*REQUIREMENT*: Please state how many lines below include the word "Notario"; the reply should be the number only.

**** DATA FOR PROCESSING

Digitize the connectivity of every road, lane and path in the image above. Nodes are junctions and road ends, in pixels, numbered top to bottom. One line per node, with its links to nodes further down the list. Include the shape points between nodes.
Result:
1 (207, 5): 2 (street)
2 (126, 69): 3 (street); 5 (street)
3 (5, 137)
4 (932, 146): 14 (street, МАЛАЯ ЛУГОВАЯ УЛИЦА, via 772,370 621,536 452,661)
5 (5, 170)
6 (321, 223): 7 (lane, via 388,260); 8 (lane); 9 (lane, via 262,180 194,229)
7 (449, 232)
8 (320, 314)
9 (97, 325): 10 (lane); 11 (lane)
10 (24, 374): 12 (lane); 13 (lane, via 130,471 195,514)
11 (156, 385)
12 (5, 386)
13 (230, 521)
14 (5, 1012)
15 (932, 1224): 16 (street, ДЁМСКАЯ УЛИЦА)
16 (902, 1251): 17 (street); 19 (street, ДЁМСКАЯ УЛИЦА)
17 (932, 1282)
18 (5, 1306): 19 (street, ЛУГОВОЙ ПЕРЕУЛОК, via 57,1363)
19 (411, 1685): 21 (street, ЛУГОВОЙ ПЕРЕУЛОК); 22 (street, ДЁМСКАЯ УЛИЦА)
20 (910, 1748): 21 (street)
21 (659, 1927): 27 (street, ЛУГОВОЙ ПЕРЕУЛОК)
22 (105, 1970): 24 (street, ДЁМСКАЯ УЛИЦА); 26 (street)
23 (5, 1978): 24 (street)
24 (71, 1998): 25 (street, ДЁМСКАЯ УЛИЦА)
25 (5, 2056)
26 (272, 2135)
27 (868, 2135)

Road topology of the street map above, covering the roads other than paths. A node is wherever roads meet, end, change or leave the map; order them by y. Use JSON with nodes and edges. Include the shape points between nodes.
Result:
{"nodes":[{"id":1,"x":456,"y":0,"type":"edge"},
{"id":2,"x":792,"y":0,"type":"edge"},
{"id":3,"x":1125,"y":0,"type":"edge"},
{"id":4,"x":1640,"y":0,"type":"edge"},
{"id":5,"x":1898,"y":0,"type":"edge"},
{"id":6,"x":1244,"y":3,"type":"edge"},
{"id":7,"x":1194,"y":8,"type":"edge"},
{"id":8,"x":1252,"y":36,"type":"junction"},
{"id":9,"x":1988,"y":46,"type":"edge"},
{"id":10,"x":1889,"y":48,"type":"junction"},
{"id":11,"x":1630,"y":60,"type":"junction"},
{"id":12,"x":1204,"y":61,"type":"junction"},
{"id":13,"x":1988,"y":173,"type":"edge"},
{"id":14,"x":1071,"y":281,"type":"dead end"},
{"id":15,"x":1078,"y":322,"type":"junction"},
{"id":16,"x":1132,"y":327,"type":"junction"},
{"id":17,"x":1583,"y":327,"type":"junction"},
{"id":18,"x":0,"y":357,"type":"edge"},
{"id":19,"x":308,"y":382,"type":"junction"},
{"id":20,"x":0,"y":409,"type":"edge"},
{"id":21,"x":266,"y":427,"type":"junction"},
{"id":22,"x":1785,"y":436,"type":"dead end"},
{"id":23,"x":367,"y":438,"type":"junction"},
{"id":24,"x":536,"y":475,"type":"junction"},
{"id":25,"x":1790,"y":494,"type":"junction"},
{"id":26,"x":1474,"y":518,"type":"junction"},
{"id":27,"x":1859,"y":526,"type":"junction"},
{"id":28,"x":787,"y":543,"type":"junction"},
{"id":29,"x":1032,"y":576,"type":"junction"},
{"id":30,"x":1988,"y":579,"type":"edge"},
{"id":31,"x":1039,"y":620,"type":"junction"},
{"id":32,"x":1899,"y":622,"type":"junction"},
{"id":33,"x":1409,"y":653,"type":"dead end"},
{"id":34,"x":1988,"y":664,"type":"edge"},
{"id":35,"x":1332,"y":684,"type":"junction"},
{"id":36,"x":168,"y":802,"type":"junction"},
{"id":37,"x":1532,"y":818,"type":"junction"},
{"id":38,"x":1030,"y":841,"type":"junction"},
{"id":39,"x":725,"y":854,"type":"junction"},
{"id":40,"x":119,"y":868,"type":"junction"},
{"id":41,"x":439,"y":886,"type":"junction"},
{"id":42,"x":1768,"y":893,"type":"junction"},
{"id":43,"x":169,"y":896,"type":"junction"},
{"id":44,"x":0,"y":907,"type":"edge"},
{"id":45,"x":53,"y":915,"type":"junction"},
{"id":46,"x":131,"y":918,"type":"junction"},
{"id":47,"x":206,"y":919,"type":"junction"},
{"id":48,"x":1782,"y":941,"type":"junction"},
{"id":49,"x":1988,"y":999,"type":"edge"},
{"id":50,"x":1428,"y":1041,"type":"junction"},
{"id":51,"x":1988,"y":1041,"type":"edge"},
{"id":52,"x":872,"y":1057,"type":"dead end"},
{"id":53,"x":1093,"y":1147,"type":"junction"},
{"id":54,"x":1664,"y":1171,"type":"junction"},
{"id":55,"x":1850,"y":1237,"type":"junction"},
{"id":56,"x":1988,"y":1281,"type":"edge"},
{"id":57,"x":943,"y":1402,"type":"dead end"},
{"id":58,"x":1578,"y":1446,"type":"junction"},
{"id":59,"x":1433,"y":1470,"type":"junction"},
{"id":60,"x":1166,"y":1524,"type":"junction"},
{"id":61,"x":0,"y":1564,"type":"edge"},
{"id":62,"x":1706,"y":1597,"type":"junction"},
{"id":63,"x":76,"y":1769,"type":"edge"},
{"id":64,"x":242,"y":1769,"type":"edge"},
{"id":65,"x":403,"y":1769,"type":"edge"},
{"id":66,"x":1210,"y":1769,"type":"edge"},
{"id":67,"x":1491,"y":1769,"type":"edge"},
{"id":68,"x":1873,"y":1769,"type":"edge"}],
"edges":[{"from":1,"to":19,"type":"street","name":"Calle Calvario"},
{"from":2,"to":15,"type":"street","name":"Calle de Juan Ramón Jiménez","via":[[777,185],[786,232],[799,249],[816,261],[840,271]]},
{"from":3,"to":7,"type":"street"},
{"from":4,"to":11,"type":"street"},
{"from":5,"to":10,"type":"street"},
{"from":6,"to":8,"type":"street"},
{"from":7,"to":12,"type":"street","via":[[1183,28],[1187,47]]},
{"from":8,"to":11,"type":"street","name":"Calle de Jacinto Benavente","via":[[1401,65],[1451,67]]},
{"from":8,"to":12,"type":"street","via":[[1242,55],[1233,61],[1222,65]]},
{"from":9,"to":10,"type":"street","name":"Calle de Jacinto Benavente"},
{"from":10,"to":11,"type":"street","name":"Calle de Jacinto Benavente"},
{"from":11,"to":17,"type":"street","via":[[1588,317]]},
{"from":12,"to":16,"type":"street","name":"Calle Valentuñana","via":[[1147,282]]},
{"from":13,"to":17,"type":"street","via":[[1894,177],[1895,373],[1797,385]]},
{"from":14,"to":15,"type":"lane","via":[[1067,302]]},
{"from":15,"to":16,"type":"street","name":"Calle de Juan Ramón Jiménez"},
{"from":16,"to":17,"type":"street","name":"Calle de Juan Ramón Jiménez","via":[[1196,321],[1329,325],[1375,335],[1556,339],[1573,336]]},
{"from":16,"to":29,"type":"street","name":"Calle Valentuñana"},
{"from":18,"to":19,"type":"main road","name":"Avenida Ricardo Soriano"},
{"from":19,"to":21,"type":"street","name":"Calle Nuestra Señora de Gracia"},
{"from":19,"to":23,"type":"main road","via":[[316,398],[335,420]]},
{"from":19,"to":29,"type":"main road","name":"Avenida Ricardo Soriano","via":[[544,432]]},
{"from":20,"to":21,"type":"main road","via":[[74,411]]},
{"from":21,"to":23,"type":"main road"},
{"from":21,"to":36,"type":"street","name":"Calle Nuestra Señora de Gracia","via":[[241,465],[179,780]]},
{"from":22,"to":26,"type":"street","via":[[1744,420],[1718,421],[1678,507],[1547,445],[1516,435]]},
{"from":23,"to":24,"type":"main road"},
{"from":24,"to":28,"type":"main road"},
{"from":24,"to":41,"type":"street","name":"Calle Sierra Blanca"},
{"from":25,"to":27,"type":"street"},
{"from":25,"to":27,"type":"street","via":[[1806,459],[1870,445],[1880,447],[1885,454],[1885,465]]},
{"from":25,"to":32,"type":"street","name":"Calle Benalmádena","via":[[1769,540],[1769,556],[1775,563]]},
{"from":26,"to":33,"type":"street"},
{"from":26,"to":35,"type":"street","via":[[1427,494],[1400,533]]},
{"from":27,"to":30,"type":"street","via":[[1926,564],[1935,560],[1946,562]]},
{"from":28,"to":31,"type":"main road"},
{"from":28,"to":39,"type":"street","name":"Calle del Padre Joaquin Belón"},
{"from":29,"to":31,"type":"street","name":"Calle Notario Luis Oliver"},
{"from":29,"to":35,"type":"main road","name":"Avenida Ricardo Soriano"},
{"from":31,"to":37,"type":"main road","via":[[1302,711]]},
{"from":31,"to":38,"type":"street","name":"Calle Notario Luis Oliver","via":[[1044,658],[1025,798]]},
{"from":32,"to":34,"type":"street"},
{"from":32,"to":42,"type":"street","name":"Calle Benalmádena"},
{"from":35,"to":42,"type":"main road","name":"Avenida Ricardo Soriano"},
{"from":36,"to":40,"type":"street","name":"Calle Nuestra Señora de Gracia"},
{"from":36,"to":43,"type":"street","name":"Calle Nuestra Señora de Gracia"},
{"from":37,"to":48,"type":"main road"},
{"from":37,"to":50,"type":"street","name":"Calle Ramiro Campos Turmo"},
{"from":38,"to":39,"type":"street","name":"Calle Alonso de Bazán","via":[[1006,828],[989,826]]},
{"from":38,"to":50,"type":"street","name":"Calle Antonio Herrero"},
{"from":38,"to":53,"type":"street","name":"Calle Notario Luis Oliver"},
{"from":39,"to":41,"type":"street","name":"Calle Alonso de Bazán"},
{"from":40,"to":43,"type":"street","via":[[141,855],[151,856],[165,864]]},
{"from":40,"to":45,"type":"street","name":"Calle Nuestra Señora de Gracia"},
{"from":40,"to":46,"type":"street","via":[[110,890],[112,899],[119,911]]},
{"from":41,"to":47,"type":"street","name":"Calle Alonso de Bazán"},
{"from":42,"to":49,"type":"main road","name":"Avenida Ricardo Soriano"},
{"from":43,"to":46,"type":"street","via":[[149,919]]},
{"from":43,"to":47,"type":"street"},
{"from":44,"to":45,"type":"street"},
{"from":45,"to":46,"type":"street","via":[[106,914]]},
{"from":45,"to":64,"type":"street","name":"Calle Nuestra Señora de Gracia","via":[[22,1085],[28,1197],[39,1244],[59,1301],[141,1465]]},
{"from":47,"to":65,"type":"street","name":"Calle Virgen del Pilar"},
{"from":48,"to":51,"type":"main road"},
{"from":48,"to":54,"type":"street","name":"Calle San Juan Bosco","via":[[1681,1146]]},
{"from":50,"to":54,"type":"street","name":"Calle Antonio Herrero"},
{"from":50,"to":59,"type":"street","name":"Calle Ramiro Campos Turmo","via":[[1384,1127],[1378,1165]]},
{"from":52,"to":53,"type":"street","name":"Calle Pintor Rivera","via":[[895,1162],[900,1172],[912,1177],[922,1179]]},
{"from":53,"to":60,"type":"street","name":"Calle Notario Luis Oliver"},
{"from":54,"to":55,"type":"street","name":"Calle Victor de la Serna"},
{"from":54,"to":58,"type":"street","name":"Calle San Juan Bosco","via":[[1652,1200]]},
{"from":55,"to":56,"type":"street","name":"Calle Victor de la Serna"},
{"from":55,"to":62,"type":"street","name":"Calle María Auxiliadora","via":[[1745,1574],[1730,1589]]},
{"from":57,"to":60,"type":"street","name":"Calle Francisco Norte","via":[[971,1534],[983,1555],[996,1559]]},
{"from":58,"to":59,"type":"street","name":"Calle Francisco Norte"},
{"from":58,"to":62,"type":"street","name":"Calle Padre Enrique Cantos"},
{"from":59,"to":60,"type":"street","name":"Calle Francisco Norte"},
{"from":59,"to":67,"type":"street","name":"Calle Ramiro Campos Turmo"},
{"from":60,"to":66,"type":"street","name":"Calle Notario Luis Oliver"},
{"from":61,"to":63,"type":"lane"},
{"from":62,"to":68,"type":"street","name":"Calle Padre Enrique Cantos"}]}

********

*THE COMPLETED TASK*: 5